Once of the elements of parenthood that I’m still trying to master is how to look as if I’m completely relaxed and in control when in fact the opposite is true.
I wish I could be cool and zen but I can’t because I live in morbid fear of my children hurting themselves. And I have good reason to worry because they have form (broken legs; scraped faces etc).
Take last month, for example. A gorgeous spring day at a christening party in Devon. The boys are capering around on the lawn… high on sunshine, juice and space. It’s idyllic.
But there’s a river at the end of the lawn and this is at the back of my mind at all times, ensuring I feel stressed when I can’t see all my children at once.
The baby is crawling everywhere at break-neck speed, Hector is charging around with the pack of other children, and Alfie decides to play with trains indoors.
I dart between the three of them like a crazy person.
Then I take the baby into the house for a nap in the travel cot in an upstairs bedroom – and Alfie follows. The stairs are steep and a bit slippery, so I close the stair gate behind me. Alfie is three so he’s pretty good on stairs but I don’t want to take any risks.
We walk along the corridor to our allocated bedroom and I’m just putting the baby down when I hear a thudding sound. I call Alfie’s name and hear nothing.
And then the screaming starts. He’s managed to fall backwards down another staircase – I don’t think he noticed the gap in the landing – and is lying in a shocked heap at the bottom.
He’s shaking, I’m shaking, the baby is crying, everyone is staring at us. I feel embarrassed to be making such a scene.

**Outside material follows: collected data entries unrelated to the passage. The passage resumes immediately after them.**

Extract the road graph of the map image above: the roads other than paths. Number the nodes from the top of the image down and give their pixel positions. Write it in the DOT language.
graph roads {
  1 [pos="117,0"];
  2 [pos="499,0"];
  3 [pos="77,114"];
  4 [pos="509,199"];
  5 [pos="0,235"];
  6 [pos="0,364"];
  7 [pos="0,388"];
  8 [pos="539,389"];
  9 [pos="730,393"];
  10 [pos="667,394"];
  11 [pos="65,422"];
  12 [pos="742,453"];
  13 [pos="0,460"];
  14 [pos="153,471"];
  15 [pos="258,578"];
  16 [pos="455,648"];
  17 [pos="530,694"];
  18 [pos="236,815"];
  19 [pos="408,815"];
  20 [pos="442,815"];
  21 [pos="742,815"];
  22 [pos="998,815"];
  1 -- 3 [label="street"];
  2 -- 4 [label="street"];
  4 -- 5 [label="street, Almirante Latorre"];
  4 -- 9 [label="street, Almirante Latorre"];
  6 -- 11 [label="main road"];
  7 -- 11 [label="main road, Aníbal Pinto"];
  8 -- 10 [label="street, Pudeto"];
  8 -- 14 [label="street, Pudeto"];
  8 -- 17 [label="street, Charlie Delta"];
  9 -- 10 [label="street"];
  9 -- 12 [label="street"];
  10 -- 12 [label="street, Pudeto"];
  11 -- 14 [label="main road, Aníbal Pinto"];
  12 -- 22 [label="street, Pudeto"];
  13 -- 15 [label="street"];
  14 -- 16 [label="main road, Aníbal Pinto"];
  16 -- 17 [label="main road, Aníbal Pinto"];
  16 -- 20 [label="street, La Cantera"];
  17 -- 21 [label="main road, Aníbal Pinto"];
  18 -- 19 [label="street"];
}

Alfie stops crying eventually and starts to look sleepy, which of course worries me even more. He won’t be left watching TV with the other children while we have lunch, so he sits drowsily on my husband’s knee.

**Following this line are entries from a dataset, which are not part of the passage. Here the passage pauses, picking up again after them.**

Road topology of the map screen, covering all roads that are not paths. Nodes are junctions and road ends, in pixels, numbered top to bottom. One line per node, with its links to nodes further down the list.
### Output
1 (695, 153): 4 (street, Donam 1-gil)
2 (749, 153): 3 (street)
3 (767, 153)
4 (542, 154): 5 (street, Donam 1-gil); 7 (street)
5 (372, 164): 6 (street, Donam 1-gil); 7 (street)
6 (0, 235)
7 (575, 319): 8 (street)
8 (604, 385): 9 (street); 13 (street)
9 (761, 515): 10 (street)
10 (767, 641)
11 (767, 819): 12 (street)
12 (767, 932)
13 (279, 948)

I’m feeling out of body by this stage, sitting at the table, trying to engage in conversation while worrying about Alfie’s head and the baby upstairs (what if he chokes and we don’t hear?).
Thank goodness my husband is calm in these situations. He’s able to enjoy lunch, to make conversation, to tell me to stop panicking and relax and although I obviously hiss at him to shut the fuck up when he says this, I do eventually stop hyperventilating.
What did I learn from this situation? Only that there will be many more like it.
That if you have children, not just three but any number, you will lose control, things will go wrong, and you won’t be cool about it.
This is part of being a parent. It will never change. Even when my children are grown-ups I’ll still be fretting about their safety.
After lunch, I get the baby up. He is actually quite happy chatting to himself in his bed but I’m happier watching him crawl around on the lawn. And I give in to Alfie’s pleas to be carried indefinitely and pick him up.
With him in my arms, the baby at my feet and Hector careering around in the distance with the other kids, my shoulders drop.
If this is what it takes to feel in control, then so be it.